■ Problem to work on
Write how many lines in the records below include the string "body". No other text should be given.

::::

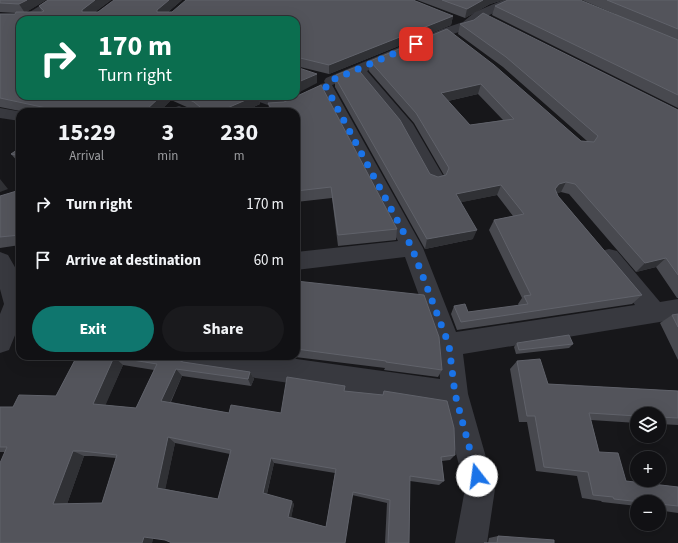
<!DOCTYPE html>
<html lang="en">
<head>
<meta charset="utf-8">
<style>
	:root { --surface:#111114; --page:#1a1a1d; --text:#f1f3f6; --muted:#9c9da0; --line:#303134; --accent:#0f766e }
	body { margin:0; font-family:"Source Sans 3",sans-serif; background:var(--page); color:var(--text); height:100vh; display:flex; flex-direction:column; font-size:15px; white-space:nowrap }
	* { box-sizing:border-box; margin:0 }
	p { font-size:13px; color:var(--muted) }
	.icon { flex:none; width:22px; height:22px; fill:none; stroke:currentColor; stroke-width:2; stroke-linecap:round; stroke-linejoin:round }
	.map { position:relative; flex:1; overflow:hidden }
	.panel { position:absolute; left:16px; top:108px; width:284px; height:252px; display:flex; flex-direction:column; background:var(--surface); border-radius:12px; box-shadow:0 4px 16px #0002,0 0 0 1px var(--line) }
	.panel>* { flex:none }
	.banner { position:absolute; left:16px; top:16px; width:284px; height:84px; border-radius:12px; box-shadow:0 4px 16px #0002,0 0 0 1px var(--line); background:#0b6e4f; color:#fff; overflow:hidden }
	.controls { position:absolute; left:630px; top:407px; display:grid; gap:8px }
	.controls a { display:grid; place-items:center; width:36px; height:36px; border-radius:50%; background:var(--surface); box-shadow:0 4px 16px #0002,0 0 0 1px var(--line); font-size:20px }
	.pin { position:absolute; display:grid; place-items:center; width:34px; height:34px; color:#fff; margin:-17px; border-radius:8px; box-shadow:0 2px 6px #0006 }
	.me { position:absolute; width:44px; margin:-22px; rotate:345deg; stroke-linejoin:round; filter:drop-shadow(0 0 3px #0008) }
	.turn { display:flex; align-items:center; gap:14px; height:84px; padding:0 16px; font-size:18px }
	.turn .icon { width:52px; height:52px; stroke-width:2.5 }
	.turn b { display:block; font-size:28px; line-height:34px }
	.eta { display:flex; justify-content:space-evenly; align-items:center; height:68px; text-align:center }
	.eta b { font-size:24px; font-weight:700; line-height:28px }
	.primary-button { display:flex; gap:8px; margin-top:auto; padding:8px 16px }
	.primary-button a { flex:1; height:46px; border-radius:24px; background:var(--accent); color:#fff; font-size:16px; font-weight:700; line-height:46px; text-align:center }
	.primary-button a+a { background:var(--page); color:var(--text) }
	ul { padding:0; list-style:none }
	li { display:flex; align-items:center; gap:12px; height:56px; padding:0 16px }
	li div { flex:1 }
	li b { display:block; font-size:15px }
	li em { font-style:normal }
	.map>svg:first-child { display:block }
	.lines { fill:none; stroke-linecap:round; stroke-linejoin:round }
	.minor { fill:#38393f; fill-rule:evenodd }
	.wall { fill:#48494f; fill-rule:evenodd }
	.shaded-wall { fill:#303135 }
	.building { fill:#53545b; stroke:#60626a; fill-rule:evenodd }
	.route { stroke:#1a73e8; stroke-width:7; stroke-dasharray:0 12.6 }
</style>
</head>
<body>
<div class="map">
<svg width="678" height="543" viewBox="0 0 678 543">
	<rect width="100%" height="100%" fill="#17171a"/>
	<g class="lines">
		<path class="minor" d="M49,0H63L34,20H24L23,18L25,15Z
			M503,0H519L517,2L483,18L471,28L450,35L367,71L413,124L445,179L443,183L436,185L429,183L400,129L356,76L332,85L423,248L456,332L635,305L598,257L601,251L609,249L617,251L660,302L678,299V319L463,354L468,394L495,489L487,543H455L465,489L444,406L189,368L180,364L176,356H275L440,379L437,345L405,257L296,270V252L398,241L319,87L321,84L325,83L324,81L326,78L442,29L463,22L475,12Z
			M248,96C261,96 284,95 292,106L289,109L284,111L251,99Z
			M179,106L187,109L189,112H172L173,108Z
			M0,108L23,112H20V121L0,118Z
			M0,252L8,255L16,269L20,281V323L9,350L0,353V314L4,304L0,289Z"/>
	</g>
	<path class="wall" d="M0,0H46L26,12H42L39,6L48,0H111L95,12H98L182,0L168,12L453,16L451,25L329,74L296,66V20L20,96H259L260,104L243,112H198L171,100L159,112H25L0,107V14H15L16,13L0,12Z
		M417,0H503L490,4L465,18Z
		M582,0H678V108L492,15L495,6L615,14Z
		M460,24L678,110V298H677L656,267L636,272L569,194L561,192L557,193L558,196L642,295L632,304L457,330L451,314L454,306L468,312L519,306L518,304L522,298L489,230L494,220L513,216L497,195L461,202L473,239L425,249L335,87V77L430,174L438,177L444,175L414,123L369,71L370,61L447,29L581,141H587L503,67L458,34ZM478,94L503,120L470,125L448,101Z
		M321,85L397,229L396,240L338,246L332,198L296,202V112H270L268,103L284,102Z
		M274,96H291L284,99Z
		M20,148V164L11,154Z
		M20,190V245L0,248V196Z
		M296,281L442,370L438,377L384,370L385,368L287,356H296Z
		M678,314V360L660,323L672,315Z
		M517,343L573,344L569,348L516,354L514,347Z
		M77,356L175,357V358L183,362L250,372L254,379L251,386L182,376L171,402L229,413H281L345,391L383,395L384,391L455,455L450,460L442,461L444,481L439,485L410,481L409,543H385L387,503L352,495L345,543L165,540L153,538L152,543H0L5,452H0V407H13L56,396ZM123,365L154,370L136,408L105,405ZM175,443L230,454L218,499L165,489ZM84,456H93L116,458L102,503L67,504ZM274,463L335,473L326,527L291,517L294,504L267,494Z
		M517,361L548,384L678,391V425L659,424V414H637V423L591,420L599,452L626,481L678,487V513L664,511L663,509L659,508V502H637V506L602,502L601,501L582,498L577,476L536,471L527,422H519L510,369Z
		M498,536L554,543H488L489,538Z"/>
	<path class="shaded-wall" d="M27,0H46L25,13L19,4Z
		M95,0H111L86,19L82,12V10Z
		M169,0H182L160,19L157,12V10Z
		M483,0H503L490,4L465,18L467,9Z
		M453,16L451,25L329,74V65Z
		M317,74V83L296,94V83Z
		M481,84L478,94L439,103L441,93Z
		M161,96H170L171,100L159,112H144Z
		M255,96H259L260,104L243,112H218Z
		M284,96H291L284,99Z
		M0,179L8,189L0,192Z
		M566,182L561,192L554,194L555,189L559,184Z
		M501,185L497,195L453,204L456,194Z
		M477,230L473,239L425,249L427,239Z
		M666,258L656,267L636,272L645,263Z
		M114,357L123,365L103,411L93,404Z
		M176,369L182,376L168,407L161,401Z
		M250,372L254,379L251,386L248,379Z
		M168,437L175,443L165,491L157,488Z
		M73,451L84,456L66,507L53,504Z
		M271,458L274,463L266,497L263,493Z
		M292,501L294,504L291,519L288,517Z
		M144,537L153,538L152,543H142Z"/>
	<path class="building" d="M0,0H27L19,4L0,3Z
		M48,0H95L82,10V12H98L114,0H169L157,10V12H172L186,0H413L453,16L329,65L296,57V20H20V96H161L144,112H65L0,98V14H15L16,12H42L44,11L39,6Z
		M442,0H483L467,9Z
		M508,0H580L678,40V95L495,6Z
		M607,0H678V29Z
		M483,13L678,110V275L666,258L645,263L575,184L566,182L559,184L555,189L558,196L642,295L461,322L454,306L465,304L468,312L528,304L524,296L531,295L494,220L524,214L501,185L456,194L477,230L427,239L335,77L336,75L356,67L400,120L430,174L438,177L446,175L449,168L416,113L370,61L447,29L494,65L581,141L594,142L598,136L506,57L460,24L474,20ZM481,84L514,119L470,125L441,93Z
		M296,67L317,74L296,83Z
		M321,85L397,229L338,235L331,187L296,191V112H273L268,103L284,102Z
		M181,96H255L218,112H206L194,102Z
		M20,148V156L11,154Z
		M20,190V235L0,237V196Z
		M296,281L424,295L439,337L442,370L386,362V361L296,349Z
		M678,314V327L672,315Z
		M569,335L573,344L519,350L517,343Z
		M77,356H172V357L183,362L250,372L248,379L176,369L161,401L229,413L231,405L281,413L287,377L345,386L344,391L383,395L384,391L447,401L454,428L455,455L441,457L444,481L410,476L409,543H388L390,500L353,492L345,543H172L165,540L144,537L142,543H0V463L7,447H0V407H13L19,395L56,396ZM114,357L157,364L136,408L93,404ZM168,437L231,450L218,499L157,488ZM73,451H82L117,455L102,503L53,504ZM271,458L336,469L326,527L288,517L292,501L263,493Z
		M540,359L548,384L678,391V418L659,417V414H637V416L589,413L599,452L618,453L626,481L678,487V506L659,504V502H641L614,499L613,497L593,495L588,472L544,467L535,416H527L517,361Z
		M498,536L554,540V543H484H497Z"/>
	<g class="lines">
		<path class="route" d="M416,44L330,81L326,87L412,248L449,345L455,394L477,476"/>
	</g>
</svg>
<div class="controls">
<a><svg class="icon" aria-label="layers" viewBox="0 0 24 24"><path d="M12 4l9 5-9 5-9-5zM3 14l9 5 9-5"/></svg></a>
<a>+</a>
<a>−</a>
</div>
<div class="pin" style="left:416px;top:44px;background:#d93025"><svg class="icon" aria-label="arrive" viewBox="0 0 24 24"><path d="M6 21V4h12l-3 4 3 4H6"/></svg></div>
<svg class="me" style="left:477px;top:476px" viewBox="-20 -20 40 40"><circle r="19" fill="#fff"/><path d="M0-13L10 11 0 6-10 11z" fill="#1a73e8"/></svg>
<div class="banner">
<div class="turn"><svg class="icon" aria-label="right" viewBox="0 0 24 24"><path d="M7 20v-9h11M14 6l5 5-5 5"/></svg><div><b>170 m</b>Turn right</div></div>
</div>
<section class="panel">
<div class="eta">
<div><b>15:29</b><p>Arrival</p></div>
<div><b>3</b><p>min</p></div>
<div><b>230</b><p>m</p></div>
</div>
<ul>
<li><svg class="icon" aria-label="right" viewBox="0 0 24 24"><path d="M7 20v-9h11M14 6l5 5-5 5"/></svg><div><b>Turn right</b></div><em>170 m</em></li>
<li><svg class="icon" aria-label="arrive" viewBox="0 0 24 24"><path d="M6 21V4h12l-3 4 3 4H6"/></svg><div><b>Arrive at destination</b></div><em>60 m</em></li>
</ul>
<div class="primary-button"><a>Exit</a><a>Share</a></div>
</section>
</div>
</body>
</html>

::::

■ Answer section
3